With Frankfurt still trading, the Eurotop 300 was heading for its best close since mid-December, and was up four per cent for the year after a 30.5 per cent comeback from March's six-year lows. Fund managers said the recovery being factored into prices could yet disappoint.

"These gains are not supported by fundamentals, which are still weak, with a few European countries in recession, such as Italy, Germany and Holland, while others have very small growth," said Lex Werkheim of Eureffect asset management in Amsterdam.

Germany, Europe's biggest economy shrank 0.1 per cent in the second quarter as the strong euro hit exports.

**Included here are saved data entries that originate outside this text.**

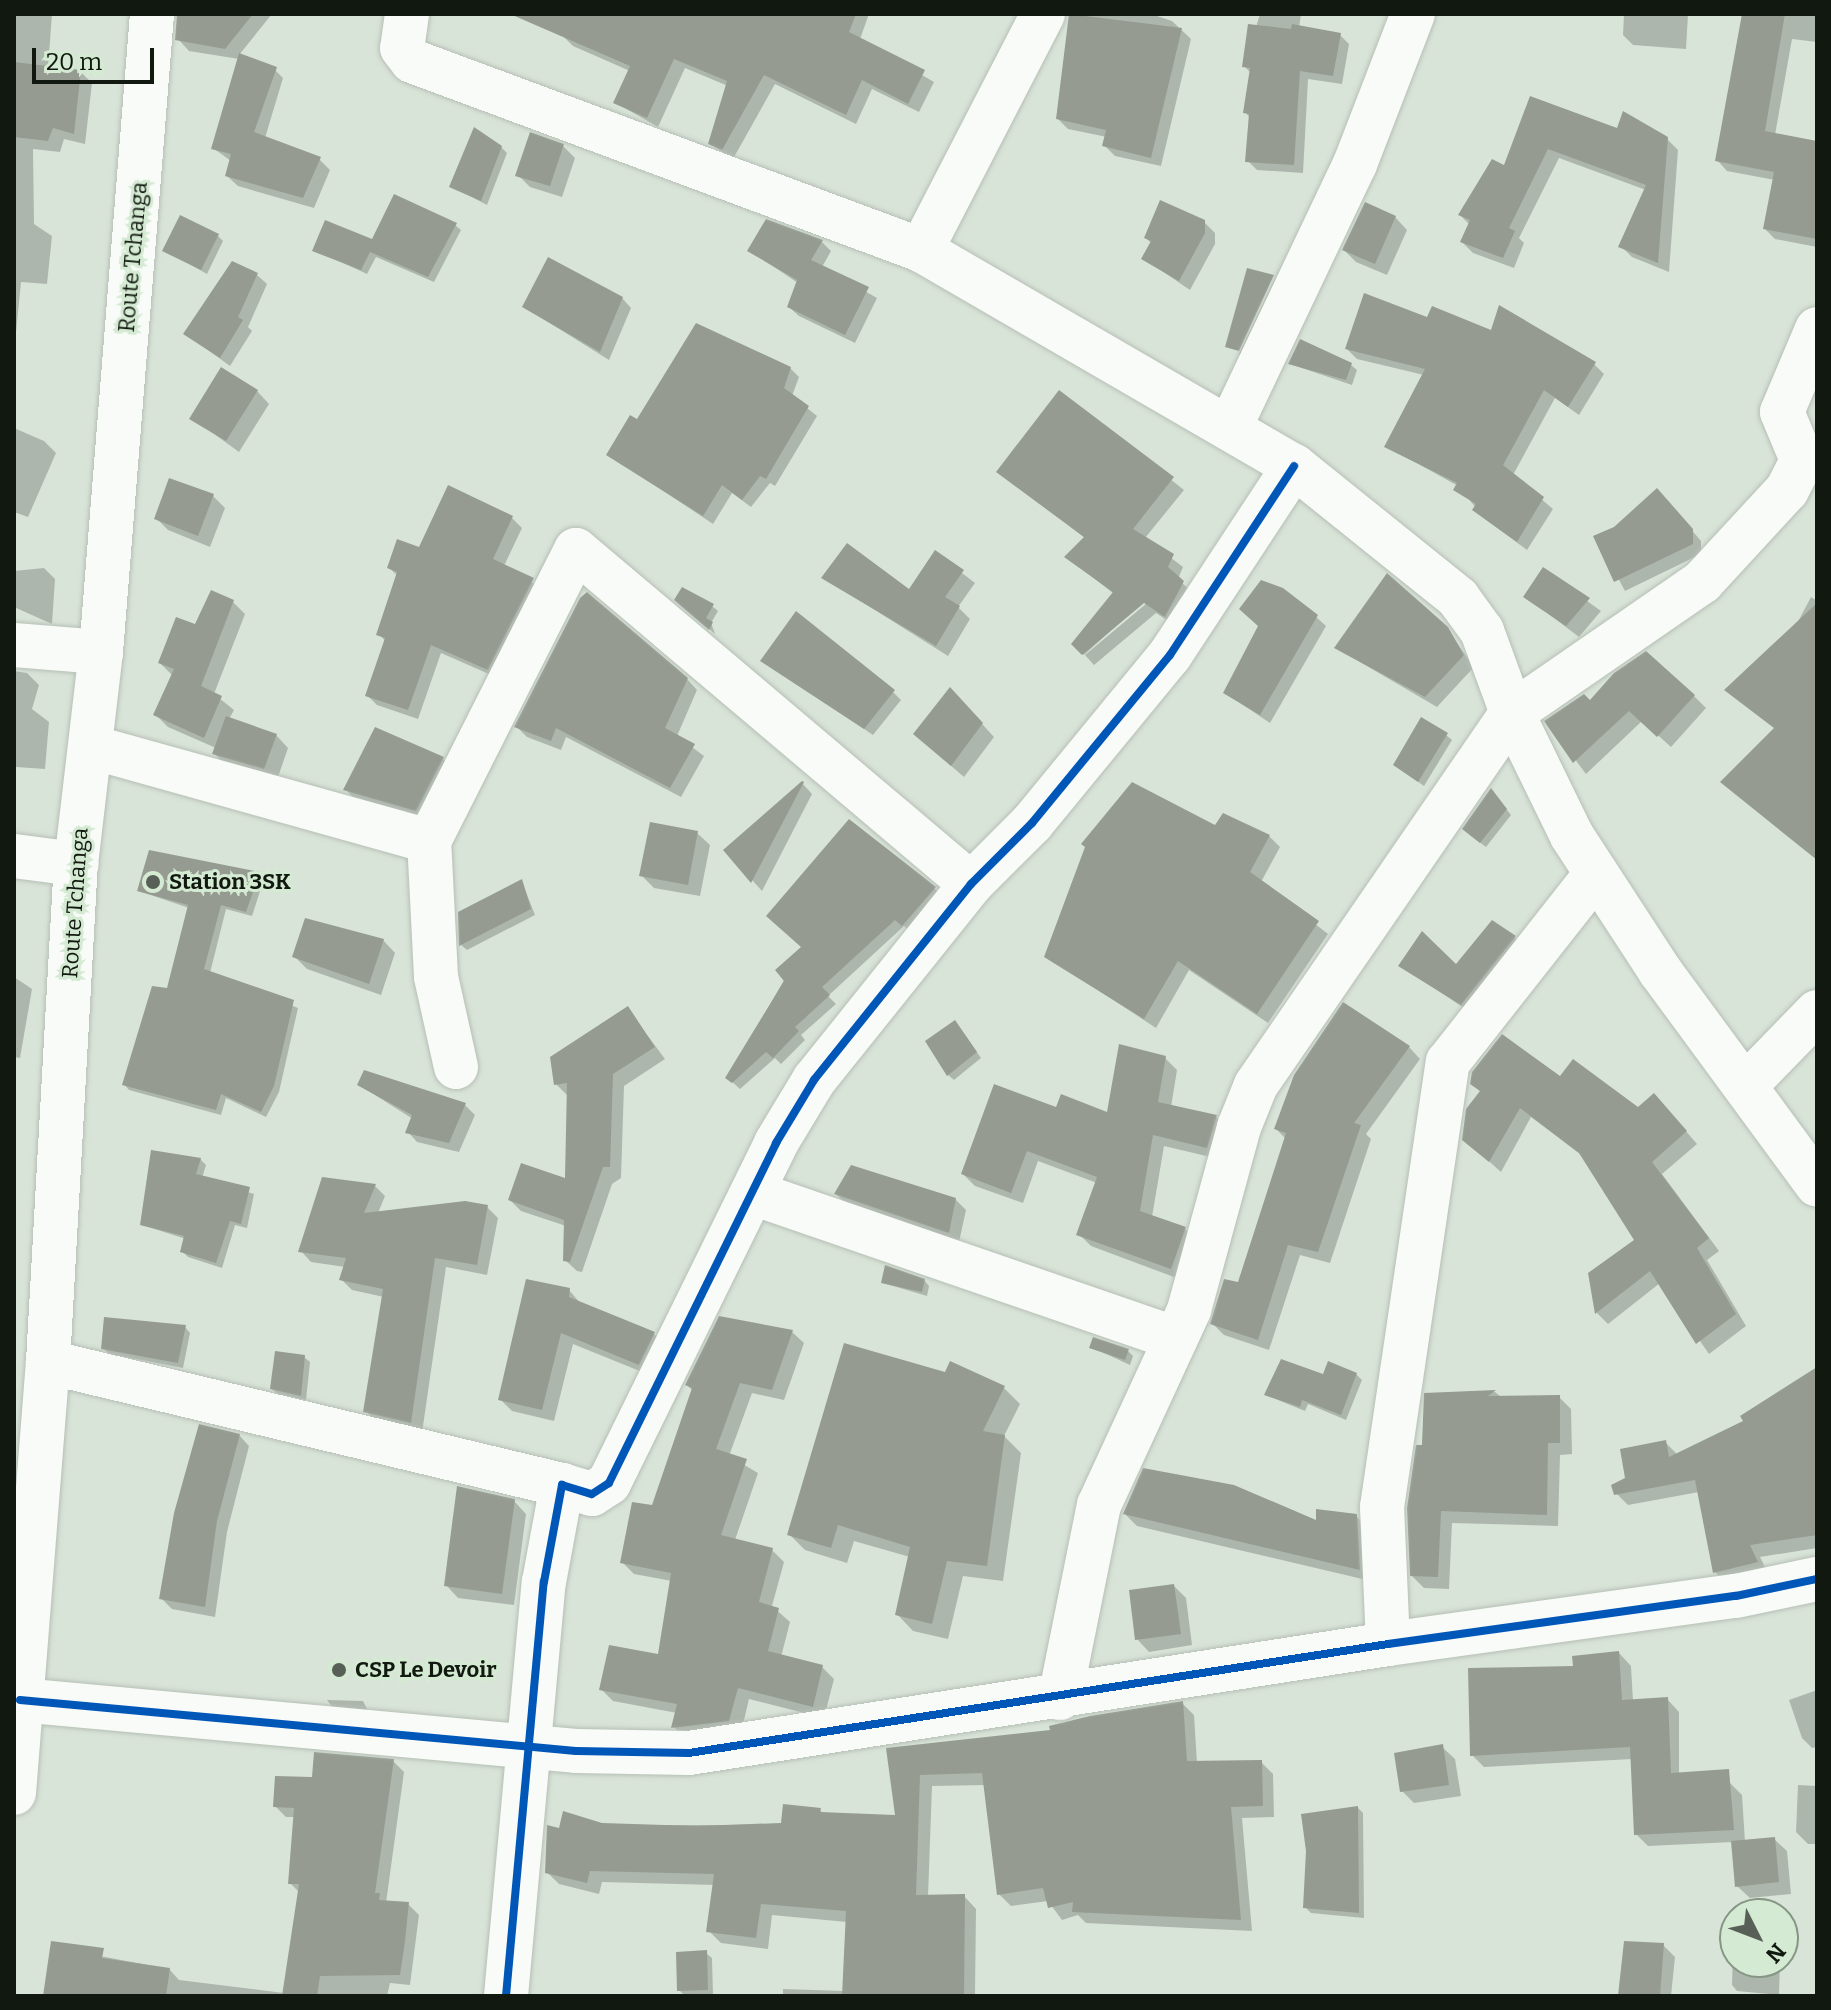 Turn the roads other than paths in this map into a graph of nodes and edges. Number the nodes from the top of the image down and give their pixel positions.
1 (152, 14) edge
2 (407, 14) edge
3 (1043, 14) edge
4 (1413, 14) edge
5 (921, 250) junction
6 (1817, 329) edge
7 (1230, 427) junction
8 (1294, 466) junction
9 (14, 645) edge
10 (101, 652) junction
11 (1512, 713) junction
12 (92, 747) junction
13 (429, 841) junction
14 (14, 856) edge
15 (76, 864) junction
16 (1596, 874) junction
17 (971, 884) junction
18 (1817, 1012) edge
19 (456, 1067) dead end
20 (1746, 1085) junction
21 (1817, 1185) edge
22 (753, 1193) junction
23 (1176, 1339) junction
24 (48, 1362) junction
25 (562, 1485) junction
26 (26, 1507) edge
27 (1817, 1579) edge
28 (1388, 1644) junction
29 (1060, 1698) junction
30 (20, 1700) junction
31 (527, 1746) junction
32 (14, 1793) edge
33 (506, 1996) edge

1 - 10 street, Route Tchanga
2 - 5 street
3 - 5 street
4 - 7 street
5 - 7 street
6 - 11 street
7 - 8 street
8 - 11 street
8 - 17 street
9 - 10 street
10 - 12 street, Route Tchanga
11 - 16 street
11 - 23 street
12 - 13 street
12 - 15 street, Route Tchanga
13 - 17 street
13 - 19 street
14 - 15 street
15 - 24 street, Route Tchanga
16 - 20 street
16 - 28 street
17 - 22 street
18 - 20 street
20 - 21 street
22 - 23 street
22 - 25 street
23 - 29 street
24 - 25 street
24 - 26 street, Route Tchanga
25 - 31 street
26 - 30 street, Route Tchanga
27 - 28 street
28 - 29 street
29 - 31 street
30 - 31 street
30 - 32 street, Route Tchanga
31 - 33 street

The European Commission said recession in Italy and Germany caused stagnation in the euro zone in the second quarter of the year, but it insisted the picture would brighten.

"The market gains are more based on hope, betting on economic recovery, which is why the valuation of cyclicals are going up," Mr Werkheim said.

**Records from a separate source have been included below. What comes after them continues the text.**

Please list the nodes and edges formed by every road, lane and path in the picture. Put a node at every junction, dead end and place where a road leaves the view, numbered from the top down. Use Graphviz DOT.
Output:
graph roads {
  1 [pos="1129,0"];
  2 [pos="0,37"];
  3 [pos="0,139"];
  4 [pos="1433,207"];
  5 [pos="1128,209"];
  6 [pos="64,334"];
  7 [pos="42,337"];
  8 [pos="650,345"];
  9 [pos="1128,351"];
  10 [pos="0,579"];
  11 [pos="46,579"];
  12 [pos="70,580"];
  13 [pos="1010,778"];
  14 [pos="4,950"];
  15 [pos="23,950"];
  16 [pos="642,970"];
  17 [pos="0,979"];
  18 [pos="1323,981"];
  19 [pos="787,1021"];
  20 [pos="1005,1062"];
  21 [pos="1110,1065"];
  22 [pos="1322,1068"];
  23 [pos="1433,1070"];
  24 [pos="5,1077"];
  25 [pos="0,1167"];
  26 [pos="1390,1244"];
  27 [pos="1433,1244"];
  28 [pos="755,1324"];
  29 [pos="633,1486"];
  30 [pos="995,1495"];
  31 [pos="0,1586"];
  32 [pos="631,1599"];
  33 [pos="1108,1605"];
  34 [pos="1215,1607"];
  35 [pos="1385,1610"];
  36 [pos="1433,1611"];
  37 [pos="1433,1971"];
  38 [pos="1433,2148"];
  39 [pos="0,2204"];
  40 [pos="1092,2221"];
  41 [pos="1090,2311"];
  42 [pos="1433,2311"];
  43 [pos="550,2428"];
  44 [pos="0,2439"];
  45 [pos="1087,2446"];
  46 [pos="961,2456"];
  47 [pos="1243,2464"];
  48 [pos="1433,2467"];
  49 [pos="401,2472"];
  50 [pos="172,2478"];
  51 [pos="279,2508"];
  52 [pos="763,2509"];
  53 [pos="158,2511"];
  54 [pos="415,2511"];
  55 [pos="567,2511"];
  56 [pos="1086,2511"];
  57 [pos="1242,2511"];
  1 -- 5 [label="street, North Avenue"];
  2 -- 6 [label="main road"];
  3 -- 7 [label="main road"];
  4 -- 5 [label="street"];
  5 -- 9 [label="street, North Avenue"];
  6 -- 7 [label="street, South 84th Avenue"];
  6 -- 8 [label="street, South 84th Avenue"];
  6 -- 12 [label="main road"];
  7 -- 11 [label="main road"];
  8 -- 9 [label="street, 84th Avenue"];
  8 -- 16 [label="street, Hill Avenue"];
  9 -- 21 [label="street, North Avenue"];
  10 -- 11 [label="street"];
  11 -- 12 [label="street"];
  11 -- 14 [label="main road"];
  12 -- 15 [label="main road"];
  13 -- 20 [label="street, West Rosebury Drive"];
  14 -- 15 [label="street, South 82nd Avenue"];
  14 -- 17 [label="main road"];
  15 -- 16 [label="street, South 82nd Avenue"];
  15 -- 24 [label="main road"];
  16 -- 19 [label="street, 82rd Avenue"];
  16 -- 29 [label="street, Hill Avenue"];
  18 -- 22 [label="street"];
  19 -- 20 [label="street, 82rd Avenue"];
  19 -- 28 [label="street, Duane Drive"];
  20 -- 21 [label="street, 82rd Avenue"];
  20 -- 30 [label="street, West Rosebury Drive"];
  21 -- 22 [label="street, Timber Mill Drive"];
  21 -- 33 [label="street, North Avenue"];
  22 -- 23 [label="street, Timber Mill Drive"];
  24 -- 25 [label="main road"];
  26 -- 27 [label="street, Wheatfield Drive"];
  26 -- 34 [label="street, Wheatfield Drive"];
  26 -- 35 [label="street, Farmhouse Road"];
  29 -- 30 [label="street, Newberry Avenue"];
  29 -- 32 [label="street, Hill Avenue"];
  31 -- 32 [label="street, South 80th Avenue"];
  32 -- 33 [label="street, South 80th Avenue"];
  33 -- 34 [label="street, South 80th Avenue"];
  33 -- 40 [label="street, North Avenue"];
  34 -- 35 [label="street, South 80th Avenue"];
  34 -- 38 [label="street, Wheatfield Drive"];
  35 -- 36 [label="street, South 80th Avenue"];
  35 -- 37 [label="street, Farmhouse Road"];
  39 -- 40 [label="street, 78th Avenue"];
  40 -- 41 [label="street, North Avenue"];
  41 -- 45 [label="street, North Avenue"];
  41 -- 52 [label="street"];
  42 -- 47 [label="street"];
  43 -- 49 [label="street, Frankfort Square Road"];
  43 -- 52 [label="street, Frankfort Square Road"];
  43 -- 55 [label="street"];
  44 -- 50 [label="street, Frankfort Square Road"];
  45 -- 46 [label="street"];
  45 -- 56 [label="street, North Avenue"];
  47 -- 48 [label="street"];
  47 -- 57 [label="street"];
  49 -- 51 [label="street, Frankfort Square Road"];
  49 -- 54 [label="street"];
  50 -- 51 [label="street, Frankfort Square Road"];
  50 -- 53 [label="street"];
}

The DJ Stoxx indices of economy-sensitive consumer cyclicals and autos hit new 2003 peaks.

"If real recovery takes place, you are going to see some pretty nice rallies, even from these levels, but the real scenario is probably one of very slow growth, and we won't see much from the stock market. It will all be down to sector rotation."

Analysts said rising bond yields remain a worry as they could hinder economic recovery by making money more expensive for companies and consumers to borrow.

The European earnings season saw a late spurt with several German firms reporting, including Deutsche Telekom.

Europe's biggest telecom carrier, which is saddled with €53 billion of debt, unveiled better-than-expected quarterly profits and said it would resume dividend payments in its next financial year. The stock rose one per cent to €13.73, near to its best level for the year.

German steel group ThyssenKrupp fell 4.7 per cent to €11.20 after saying its third-quarter pre-tax profit fell by almost a third due to weak demand with no quick relief in sight.

Investors rewarded German industrial gas and engineering group Linde, which reported an anticipated lower first-half core profit, but kept its cautiously optimistic outlook guidance. The stock rose 4.7 per cent to €37.05.

Dutch financial group ING reported a market forecast beating 15 per cent rise in second-quarter core profit, sending its shares up 3.7 per cent to €18.38 and a new high for 2003.

Dutch food group Numico, whose shares rose 9.6 per cent to €15.90 as investors looked past a first-half loss to the group's upbeat outlook.

Most of Europe's top bourses gained well over one per cent, while the DJ Euro Stoxx 50 index of euro zone blue chips advanced 1.7 per cent to €2,541.

Wall Street was also higher, with the Dow Jones industrial average up 0.38 per cent at 9,307 points, while the tech-laden Nasdaq Composite rose 0.3 per cent to 1,691 points, both helped by more steady US economic data.